Brief >> How many of the lines below include the word "Bocage"? Only the number should be given.

Data entries >>
§ §

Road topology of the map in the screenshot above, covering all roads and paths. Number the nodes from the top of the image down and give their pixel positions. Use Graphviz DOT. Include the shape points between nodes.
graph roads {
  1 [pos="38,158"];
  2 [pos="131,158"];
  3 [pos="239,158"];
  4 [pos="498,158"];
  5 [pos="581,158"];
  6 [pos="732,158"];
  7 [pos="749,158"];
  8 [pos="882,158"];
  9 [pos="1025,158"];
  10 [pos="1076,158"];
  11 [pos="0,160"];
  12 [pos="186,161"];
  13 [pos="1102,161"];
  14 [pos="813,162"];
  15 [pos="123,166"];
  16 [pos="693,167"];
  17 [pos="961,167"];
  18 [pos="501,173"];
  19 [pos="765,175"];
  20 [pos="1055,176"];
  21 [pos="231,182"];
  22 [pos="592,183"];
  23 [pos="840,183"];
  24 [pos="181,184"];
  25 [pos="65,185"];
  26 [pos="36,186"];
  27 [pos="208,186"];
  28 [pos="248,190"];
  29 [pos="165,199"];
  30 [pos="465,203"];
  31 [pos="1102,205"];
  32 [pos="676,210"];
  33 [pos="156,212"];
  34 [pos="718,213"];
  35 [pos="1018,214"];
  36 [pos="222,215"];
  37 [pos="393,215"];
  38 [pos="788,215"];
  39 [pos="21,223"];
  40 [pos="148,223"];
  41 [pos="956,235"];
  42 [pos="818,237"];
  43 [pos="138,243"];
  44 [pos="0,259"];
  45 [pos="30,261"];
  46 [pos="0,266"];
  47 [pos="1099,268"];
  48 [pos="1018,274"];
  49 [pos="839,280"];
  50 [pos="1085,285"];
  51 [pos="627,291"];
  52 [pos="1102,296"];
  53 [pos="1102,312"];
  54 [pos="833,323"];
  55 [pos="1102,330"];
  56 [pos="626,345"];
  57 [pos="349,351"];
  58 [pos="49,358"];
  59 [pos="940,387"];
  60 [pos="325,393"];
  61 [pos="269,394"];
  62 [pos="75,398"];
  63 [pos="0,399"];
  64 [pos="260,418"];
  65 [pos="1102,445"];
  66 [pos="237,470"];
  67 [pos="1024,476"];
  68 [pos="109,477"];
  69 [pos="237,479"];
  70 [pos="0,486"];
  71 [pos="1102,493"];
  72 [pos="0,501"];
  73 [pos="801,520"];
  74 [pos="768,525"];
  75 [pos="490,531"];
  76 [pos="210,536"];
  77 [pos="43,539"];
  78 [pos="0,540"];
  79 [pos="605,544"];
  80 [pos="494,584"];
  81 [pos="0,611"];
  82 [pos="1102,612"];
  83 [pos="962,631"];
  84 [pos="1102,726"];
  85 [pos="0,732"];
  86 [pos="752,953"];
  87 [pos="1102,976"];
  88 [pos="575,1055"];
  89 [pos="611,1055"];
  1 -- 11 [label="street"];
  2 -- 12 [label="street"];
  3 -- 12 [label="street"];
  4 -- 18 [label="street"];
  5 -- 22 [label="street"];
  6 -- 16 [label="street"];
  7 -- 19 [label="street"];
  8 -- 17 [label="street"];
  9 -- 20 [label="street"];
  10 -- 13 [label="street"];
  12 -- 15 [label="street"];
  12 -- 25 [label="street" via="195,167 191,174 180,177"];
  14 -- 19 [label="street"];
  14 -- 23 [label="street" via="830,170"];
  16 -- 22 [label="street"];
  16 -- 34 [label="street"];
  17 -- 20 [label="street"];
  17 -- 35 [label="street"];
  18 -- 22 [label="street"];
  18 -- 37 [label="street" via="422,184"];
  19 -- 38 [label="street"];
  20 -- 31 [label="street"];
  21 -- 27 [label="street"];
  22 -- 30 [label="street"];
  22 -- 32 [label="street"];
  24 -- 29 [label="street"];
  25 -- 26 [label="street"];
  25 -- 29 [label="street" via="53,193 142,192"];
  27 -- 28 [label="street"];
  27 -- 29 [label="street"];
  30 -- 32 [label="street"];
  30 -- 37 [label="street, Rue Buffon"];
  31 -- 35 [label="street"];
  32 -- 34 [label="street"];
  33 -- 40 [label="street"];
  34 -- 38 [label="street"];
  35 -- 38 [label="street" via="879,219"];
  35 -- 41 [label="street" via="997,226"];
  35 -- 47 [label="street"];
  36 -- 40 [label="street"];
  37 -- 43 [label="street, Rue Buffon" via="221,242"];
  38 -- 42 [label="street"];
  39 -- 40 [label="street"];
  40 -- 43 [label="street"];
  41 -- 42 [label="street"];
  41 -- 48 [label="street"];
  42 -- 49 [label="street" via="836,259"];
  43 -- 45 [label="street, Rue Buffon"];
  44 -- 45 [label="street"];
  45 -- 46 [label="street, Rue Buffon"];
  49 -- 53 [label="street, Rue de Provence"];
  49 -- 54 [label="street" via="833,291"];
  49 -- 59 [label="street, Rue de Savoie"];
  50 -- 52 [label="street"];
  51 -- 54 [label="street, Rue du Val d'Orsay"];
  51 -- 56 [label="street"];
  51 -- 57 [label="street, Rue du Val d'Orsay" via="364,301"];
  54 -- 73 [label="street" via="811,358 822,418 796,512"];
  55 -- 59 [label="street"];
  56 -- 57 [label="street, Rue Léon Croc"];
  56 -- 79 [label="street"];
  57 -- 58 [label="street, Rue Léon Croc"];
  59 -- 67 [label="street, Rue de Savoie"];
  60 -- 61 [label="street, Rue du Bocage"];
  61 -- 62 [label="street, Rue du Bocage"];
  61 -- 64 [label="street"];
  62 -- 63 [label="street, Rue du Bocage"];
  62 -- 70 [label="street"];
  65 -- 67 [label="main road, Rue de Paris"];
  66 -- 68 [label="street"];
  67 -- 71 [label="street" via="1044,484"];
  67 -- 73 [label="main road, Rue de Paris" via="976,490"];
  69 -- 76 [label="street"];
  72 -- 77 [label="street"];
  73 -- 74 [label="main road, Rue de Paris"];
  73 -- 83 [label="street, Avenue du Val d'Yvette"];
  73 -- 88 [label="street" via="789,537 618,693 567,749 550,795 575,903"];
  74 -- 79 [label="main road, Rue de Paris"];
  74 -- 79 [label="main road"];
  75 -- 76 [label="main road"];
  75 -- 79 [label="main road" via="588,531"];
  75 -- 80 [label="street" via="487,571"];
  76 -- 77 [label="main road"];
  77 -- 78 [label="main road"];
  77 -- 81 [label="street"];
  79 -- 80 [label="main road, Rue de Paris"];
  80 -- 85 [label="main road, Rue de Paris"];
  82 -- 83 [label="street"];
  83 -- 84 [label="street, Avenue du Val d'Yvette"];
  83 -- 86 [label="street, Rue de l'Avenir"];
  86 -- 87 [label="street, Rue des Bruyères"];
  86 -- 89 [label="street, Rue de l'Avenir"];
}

§ §

The answer >> 3